Ia menjelaskan, chlorpheniramine adalah sejenis antihistamin yang dapat meredakan gejala alergi serta memiliki efek seperti mengantuk. Kemudian paracetamol dapat meredakan nyeri.
"Kombinasi kedua senyawa tersebut biasa ditemukan dalam obat flu. Temuan ini menunjukkan adanya konsumsi obat sebelum kematian," ia menambahkan.
Dari 13 Bukti, Ada Satu yang Sangat Menarik
Tim Puslabfor dari Bareskrim Polri mengungkap temuan dari barang-barang yang ada di kost kostan milik ADP. Diplomat Kemlu yang tewas dengan kepala dibungkus lakban kuning.
Puslabfor Bareskrim Polri, Kompol Irfan Rofik menegaskan, pihaknya tidak menemukan adanya bercak darah atau benda yang mencurigakan milik orang lain di tempat ADP tewas.
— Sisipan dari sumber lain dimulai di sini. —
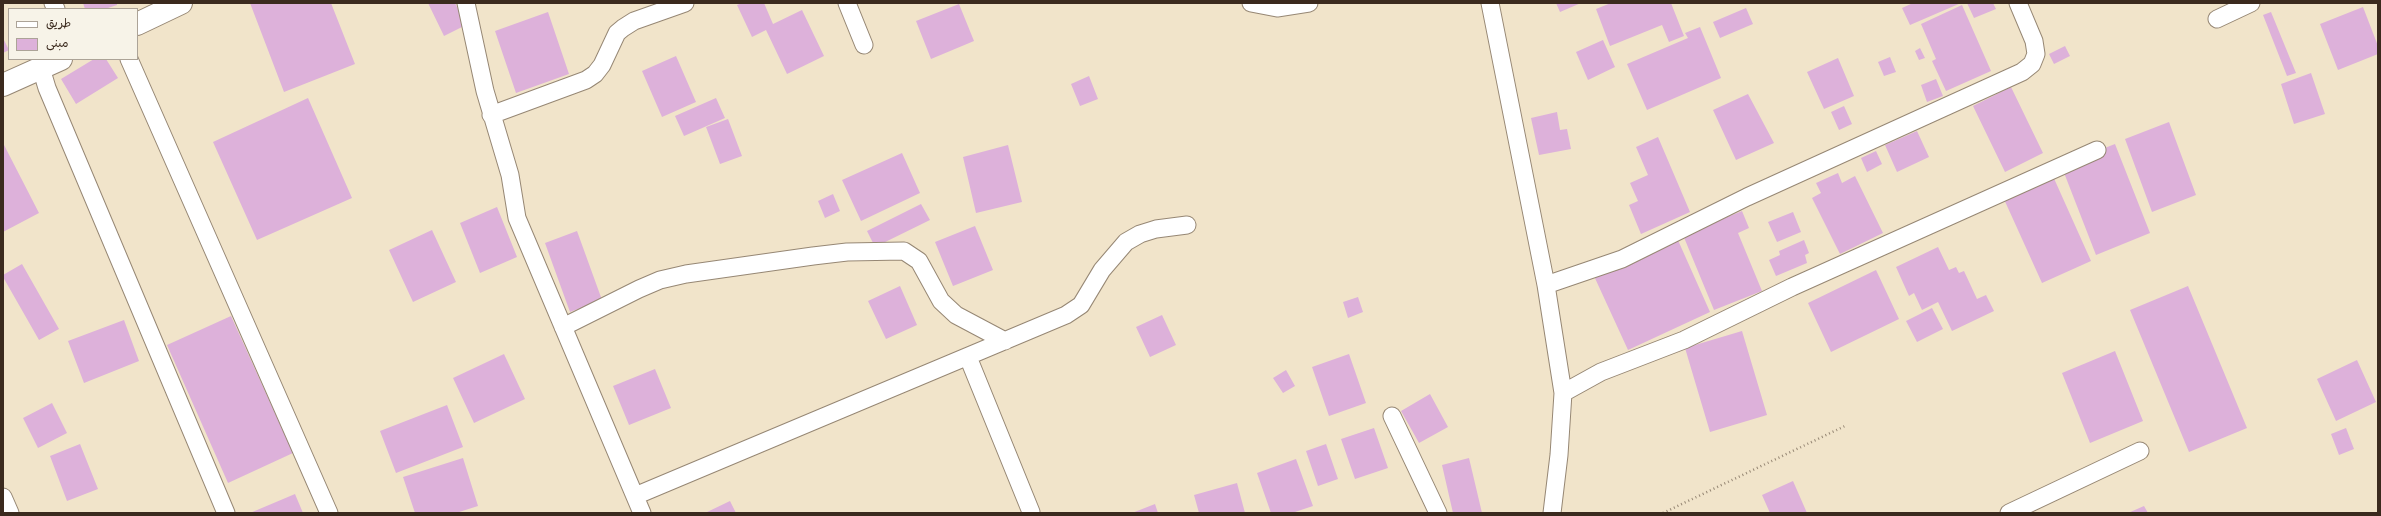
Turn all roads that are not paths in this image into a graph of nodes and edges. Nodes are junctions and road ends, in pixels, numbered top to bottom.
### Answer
1 (181, 3) edge
2 (466, 3) edge
3 (685, 3) edge
4 (847, 3) edge
5 (1251, 3) edge
6 (1310, 3) edge
7 (1490, 3) edge
8 (2018, 3) edge
9 (2251, 3) edge
10 (2217, 19) dead end
11 (138, 24) edge
12 (864, 45) dead end
13 (59, 60) edge
14 (129, 60) edge
15 (41, 68) junction
16 (3, 85) edge
17 (491, 116) junction
18 (2096, 150) dead end
19 (1187, 225) dead end
20 (1546, 285) junction
21 (564, 326) junction
22 (1005, 342) junction
23 (968, 357) junction
24 (1563, 393) junction
25 (1392, 416) dead end
26 (2140, 450) dead end
27 (635, 496) junction
28 (3, 497) edge
29 (1031, 512) edge
30 (10, 513) edge
31 (226, 513) edge
32 (329, 513) edge
33 (642, 513) edge
34 (1438, 513) edge
35 (1552, 513) edge
36 (2009, 513) edge

1 - 11 main road
2 - 17 street
3 - 17 street
4 - 12 street
5 - 6 street
7 - 20 street
8 - 20 street
9 - 10 street
13 - 15 main road
14 - 32 street
15 - 16 main road
15 - 31 street
17 - 21 street
18 - 24 street
19 - 22 street
20 - 24 street
21 - 22 street
21 - 27 street
22 - 23 street
23 - 27 street
23 - 29 street
24 - 35 street
25 - 34 street
26 - 36 street
27 - 33 street
28 - 30 street

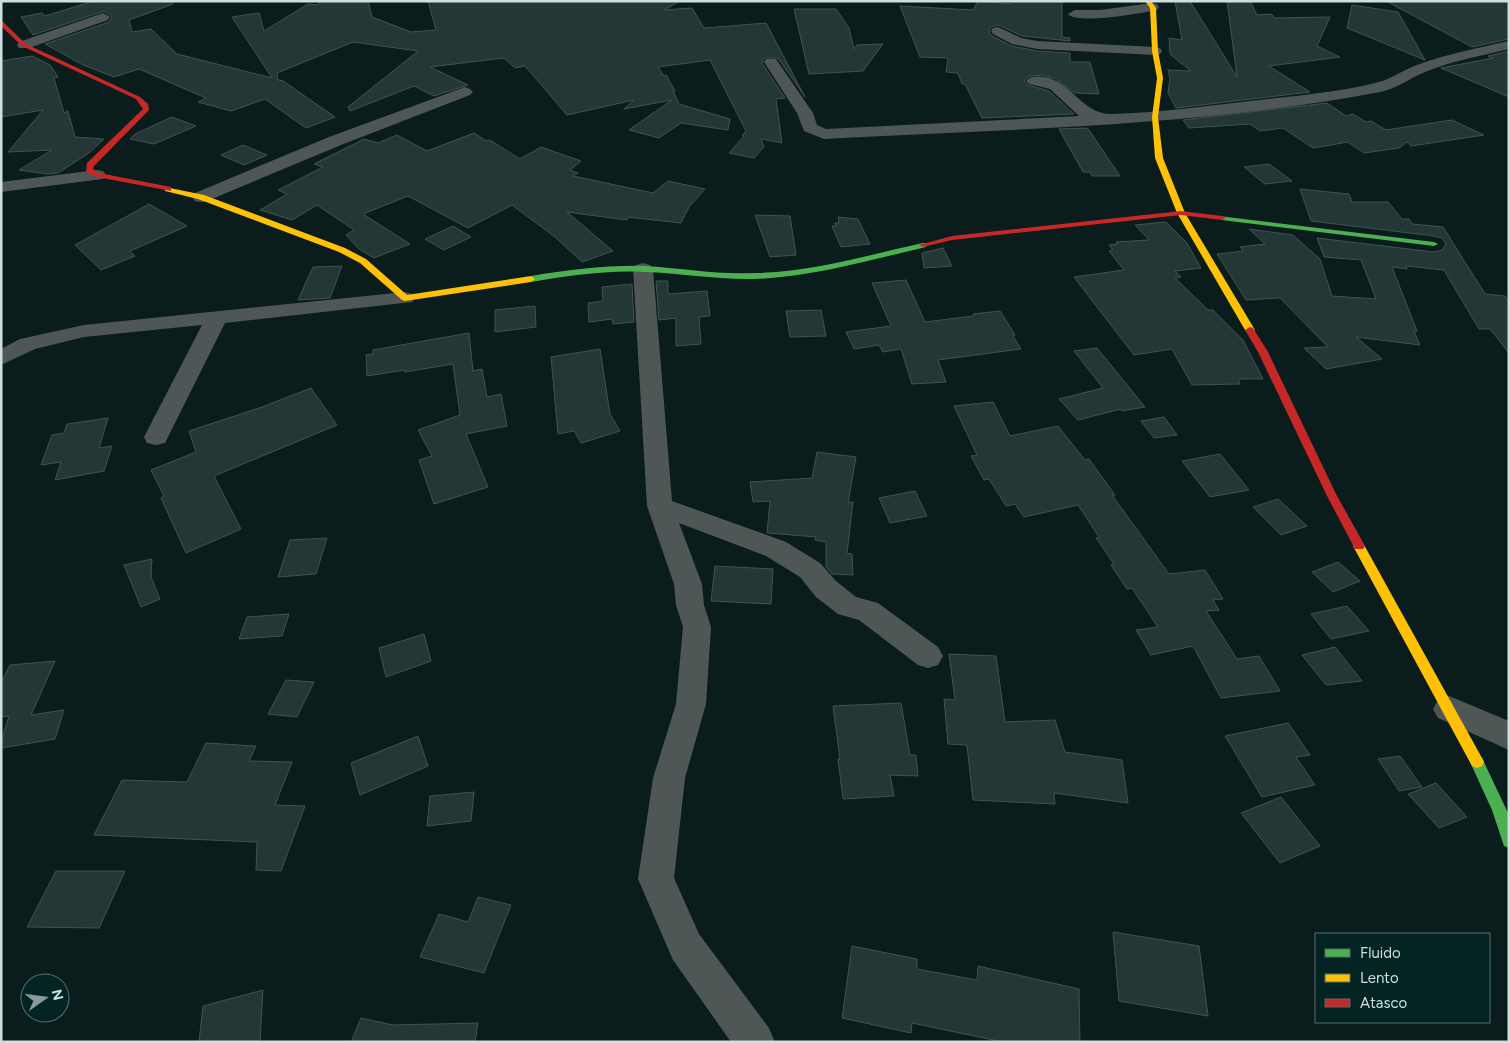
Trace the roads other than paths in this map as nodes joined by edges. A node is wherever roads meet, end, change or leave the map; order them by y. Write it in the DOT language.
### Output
graph roads {
  1 [pos="1150,4"];
  2 [pos="1075,14"];
  3 [pos="103,17"];
  4 [pos="1,22"];
  5 [pos="998,31"];
  6 [pos="1509,44"];
  7 [pos="24,45"];
  8 [pos="1155,51"];
  9 [pos="771,62"];
  10 [pos="1034,81"];
  11 [pos="465,92"];
  12 [pos="1155,117"];
  13 [pos="1108,120"];
  14 [pos="98,175"];
  15 [pos="1,187"];
  16 [pos="201,197"];
  17 [pos="1181,213"];
  18 [pos="1434,244"];
  19 [pos="643,269"];
  20 [pos="405,298"];
  21 [pos="217,317"];
  22 [pos="1,358"];
  23 [pos="156,437"];
  24 [pos="660,506"];
  25 [pos="928,656"];
  26 [pos="1449,709"];
  27 [pos="1509,736"];
  28 [pos="1509,841"];
  29 [pos="755,1042"];
  1 -- 2 [label="street"];
  1 -- 8 [label="street"];
  3 -- 7 [label="street"];
  4 -- 7 [label="street"];
  5 -- 8 [label="street"];
  6 -- 12 [label="street"];
  7 -- 14 [label="street"];
  8 -- 12 [label="street"];
  9 -- 13 [label="street"];
  10 -- 13 [label="street"];
  11 -- 16 [label="street"];
  12 -- 13 [label="street"];
  12 -- 17 [label="street"];
  14 -- 15 [label="street"];
  14 -- 16 [label="street"];
  16 -- 20 [label="street"];
  17 -- 18 [label="street"];
  17 -- 19 [label="street"];
  17 -- 26 [label="street"];
  19 -- 20 [label="street"];
  19 -- 24 [label="street"];
  20 -- 21 [label="street"];
  21 -- 22 [label="street"];
  21 -- 23 [label="street"];
  24 -- 25 [label="street"];
  24 -- 29 [label="street"];
  26 -- 27 [label="street"];
  26 -- 28 [label="street"];
}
"Seperti di kamar mandi dan kamar tidur tidak ditemukan milik orang lain," kata Irfan.
Irfan mengatakan, Puslabfor mendapatkan 13 barang bukti yang diamankan dari TKP. Seluruh barang tersebut diperiksa. Namun hanya satu yang menarik perhatian tim.
"Hanya satu yang sangat menarik ada pada sisa lakban di bonggol atau gulungan lakban terdapat DNA daripada ADP," tambah Irfan.